> [Work to complete]
In the following listing, find the lines containing "edges" and report them.

———

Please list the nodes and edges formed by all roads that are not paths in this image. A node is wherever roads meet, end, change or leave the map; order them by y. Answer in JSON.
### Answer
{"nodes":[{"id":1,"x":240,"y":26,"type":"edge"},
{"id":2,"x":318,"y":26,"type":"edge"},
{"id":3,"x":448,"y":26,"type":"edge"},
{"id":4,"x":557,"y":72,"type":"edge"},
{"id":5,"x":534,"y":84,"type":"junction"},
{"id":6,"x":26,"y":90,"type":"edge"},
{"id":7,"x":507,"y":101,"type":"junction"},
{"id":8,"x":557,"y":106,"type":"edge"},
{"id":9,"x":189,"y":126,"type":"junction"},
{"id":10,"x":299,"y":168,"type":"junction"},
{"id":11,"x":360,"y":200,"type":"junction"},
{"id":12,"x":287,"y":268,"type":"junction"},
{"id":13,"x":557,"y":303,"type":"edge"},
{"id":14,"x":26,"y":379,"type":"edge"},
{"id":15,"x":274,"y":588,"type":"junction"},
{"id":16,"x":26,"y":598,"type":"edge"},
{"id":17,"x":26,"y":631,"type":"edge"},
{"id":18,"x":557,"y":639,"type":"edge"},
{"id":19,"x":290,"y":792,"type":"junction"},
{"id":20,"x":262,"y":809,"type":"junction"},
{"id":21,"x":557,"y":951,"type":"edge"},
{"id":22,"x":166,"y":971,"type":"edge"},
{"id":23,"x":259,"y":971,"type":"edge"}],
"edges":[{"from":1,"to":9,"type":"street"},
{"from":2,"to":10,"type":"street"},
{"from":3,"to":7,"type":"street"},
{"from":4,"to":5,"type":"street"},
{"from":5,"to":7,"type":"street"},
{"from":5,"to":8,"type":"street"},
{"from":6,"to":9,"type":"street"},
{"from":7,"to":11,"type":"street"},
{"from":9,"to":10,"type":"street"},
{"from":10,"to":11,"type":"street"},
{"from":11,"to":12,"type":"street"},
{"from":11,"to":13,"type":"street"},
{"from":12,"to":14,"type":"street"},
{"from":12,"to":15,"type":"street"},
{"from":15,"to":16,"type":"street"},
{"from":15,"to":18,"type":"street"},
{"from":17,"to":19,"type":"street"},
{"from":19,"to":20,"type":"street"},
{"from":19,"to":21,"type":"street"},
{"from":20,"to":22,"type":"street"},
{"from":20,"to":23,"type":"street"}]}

———

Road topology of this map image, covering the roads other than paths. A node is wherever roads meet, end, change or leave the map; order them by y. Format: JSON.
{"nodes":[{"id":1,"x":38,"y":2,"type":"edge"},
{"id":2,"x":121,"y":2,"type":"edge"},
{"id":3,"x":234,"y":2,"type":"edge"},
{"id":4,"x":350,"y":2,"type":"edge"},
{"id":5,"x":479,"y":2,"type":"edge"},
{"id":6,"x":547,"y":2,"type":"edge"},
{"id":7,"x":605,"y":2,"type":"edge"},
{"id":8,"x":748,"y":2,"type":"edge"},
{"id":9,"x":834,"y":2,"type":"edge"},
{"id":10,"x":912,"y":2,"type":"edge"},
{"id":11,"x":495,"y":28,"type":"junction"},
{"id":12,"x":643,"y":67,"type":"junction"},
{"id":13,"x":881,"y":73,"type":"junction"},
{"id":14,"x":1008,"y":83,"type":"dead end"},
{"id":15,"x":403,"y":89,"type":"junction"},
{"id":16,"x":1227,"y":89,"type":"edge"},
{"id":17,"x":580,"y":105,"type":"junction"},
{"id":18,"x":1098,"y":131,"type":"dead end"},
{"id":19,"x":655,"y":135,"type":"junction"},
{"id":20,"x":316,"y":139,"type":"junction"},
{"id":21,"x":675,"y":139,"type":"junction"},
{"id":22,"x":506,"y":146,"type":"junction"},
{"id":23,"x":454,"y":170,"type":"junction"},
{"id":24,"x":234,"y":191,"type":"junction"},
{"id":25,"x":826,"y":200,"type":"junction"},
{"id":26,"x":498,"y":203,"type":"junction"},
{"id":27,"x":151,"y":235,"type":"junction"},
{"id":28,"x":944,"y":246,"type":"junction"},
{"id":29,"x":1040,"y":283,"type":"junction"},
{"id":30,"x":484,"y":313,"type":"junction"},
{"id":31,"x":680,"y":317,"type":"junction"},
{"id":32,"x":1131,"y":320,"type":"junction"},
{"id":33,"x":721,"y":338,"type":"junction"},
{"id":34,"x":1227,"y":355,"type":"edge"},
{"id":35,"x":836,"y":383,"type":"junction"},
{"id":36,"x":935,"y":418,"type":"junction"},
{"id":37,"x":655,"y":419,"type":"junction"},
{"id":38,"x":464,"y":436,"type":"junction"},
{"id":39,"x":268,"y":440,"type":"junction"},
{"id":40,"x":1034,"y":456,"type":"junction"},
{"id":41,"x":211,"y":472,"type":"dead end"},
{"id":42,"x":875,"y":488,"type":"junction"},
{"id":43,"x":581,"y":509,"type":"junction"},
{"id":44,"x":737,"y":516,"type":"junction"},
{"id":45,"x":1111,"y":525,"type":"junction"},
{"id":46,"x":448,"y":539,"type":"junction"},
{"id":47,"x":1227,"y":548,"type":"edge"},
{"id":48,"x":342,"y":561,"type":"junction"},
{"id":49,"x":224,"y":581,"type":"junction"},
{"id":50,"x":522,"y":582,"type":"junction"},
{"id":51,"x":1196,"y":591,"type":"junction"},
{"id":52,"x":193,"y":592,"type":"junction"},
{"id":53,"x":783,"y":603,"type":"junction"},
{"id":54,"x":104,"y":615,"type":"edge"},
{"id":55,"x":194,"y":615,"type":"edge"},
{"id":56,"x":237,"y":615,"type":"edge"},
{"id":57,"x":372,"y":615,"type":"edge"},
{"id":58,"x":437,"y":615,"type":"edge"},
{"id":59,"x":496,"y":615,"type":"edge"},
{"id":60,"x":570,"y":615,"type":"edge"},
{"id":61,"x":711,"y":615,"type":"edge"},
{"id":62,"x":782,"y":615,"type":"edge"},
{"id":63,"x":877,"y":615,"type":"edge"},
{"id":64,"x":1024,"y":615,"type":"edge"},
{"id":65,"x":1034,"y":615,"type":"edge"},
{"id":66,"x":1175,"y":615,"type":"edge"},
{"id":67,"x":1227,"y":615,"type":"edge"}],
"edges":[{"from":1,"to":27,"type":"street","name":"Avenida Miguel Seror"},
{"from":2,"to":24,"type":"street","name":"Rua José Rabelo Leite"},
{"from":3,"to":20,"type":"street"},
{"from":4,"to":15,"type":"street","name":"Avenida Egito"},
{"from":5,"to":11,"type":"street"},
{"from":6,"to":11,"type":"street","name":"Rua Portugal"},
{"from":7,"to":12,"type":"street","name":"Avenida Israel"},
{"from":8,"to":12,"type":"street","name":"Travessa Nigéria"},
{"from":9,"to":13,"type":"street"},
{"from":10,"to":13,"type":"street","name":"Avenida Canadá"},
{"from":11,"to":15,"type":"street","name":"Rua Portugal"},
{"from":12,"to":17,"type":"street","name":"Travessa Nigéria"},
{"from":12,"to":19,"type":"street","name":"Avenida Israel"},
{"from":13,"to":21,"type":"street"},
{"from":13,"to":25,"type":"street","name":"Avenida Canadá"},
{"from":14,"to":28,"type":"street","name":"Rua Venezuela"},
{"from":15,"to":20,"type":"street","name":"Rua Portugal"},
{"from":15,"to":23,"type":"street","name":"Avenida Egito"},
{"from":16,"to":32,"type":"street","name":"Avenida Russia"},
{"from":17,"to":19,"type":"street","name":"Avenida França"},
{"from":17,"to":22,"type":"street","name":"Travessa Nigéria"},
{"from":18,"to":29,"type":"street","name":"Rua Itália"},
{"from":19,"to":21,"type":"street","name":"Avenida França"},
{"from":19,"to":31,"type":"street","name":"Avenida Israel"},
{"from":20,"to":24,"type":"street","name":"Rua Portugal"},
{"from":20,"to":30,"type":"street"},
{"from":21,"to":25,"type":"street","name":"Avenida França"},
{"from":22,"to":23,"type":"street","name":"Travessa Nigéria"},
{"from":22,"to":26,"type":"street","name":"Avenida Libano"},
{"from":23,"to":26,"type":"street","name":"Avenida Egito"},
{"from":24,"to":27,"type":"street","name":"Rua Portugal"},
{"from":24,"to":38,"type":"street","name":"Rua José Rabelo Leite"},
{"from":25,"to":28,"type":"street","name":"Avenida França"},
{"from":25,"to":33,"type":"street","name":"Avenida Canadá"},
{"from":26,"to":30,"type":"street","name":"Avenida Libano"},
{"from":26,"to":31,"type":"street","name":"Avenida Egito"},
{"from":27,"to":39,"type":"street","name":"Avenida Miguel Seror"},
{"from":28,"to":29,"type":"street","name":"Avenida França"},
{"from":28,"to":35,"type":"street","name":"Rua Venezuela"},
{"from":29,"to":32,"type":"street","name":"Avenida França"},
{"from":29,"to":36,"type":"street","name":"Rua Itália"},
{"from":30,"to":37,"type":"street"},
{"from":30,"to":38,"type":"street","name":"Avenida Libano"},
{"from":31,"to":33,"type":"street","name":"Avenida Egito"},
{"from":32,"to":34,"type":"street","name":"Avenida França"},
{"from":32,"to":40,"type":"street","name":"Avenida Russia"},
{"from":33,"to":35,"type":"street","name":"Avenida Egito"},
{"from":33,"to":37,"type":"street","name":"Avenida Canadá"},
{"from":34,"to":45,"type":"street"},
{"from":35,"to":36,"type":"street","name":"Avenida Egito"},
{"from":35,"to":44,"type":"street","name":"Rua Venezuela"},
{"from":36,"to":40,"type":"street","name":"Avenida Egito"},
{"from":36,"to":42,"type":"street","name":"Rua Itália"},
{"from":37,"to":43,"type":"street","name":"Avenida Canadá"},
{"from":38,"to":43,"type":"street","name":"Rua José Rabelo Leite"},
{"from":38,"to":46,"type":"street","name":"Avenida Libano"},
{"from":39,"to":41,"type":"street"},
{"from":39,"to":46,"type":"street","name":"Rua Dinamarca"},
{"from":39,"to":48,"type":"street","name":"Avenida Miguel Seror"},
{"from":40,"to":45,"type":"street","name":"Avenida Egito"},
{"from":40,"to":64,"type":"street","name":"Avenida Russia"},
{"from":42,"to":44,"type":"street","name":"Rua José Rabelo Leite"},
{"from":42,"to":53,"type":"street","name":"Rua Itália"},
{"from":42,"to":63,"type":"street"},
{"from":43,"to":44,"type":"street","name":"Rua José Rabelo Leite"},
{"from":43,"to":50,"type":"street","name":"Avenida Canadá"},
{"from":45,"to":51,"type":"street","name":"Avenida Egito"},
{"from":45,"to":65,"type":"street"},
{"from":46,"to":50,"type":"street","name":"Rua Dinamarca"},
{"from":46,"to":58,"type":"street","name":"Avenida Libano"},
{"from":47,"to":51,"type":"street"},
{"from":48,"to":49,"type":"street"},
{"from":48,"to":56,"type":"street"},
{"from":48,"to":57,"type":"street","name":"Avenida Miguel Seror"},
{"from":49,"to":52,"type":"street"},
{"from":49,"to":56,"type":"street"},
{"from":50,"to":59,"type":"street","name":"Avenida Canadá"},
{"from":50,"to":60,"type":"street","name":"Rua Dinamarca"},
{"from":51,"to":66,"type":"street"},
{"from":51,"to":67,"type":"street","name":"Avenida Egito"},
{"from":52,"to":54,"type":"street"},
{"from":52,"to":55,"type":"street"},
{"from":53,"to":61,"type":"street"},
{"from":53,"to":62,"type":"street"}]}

———

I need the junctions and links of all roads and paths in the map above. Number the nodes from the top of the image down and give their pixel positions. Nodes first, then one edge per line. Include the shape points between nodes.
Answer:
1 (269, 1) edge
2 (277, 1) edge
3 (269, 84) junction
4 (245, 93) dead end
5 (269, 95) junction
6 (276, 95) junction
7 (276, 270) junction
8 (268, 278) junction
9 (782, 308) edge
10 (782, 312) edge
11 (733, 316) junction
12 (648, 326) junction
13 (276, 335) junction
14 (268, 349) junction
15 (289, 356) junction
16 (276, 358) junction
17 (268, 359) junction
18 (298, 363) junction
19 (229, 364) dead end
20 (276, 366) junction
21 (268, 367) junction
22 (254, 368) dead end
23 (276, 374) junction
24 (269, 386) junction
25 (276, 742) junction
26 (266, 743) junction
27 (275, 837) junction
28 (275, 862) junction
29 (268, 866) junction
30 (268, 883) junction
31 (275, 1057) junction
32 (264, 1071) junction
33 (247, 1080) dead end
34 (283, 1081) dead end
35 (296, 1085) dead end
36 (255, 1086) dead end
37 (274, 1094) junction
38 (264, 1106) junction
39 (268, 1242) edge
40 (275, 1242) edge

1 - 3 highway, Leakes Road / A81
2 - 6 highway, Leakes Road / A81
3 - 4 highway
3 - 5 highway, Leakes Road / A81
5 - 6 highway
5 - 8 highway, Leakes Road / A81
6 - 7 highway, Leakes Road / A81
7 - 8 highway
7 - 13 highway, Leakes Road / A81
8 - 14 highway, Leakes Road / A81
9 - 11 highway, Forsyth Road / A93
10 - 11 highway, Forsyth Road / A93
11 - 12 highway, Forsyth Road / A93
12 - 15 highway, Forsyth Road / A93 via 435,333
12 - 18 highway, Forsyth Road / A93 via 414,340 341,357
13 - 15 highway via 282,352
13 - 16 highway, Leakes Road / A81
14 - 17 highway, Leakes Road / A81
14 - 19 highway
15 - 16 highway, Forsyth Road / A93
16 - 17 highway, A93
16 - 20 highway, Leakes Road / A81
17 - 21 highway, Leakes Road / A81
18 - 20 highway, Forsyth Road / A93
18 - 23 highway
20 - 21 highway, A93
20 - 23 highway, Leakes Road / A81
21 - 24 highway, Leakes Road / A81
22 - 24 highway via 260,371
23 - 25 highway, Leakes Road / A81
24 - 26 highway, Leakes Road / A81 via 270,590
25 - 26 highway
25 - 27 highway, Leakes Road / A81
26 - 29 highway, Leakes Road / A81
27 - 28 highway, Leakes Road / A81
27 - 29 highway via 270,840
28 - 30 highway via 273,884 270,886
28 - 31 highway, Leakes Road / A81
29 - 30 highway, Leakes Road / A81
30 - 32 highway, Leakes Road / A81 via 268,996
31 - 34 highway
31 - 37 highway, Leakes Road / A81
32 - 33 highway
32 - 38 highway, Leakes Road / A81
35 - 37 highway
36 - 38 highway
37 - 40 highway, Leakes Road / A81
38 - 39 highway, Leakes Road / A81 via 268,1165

———

> [Answer box]
Please list the nodes and edges formed by all roads that are not paths in this image. A node is wherever roads meet, end, change or leave the map; order them by y. Answer in JSON.
"edges":[{"from":1,"to":9,"type":"street"},
"edges":[{"from":1,"to":27,"type":"street","name":"Avenida Miguel Seror"},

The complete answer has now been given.